[WHAT YOU SHOULD DO] Please filter the entries and return only the lines that include "lane".

[RECORDS SUPPLIED]
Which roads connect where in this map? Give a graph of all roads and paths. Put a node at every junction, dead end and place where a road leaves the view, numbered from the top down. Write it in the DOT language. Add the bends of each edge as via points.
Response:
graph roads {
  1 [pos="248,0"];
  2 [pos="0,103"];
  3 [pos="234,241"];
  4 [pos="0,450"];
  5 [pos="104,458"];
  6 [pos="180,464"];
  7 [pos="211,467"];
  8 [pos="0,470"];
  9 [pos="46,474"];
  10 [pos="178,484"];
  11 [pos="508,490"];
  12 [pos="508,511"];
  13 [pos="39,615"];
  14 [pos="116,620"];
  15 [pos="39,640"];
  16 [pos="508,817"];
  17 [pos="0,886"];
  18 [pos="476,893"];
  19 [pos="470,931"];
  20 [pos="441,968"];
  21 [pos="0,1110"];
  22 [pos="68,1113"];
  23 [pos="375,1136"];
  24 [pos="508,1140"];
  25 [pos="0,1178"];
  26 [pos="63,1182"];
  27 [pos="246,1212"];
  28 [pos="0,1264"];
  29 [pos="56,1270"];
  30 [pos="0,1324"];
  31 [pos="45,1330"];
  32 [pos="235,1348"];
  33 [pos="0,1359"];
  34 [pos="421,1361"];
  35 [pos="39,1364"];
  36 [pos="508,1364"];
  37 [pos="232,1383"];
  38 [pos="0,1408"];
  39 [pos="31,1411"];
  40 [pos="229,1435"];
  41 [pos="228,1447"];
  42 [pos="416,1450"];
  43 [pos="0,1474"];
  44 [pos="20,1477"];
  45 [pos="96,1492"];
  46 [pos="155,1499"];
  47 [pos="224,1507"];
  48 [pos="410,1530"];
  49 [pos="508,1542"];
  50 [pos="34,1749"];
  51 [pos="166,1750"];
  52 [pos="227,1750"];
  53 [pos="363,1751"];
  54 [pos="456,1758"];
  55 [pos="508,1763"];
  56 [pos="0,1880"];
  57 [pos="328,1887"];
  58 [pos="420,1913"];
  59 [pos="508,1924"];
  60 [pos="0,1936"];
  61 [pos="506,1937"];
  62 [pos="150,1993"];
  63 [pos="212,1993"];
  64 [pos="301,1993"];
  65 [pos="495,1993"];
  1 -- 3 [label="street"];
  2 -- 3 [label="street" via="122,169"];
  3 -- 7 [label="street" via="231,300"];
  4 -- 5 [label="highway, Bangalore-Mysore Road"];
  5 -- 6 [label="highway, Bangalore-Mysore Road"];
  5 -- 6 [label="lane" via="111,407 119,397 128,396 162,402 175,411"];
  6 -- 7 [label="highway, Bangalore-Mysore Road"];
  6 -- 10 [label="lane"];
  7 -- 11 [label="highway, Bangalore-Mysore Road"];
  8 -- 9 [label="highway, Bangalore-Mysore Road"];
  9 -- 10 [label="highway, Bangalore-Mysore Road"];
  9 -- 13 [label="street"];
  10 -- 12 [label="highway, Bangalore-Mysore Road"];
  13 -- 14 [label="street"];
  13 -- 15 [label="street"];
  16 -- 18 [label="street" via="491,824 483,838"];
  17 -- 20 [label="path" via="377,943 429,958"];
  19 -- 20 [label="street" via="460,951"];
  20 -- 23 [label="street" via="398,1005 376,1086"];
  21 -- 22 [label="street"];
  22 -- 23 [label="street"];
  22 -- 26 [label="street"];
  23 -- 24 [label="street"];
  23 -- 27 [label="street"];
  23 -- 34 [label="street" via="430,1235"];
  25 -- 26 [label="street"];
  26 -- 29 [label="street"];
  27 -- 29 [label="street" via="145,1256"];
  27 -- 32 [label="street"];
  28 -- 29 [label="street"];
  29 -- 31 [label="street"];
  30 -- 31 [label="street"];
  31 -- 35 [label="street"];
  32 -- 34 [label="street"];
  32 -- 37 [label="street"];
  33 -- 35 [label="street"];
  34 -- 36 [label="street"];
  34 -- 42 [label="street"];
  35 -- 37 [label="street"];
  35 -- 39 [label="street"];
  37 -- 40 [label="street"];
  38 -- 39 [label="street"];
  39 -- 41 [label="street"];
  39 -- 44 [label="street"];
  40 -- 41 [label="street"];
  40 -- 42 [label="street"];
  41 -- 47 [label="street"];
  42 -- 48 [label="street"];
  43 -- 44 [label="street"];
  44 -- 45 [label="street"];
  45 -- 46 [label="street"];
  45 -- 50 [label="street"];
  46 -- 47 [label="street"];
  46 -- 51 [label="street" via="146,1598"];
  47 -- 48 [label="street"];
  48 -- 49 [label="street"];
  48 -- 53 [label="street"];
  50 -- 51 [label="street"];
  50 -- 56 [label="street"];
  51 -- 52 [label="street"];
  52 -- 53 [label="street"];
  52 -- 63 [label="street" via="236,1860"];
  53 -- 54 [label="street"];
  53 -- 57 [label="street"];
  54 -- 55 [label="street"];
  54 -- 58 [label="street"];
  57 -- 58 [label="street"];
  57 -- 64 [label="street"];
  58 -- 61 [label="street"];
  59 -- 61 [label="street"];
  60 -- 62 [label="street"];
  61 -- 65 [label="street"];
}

[TASK OUTPUT]
  5 -- 6 [label="lane" via="111,407 119,397 128,396 162,402 175,411"];
  6 -- 10 [label="lane"];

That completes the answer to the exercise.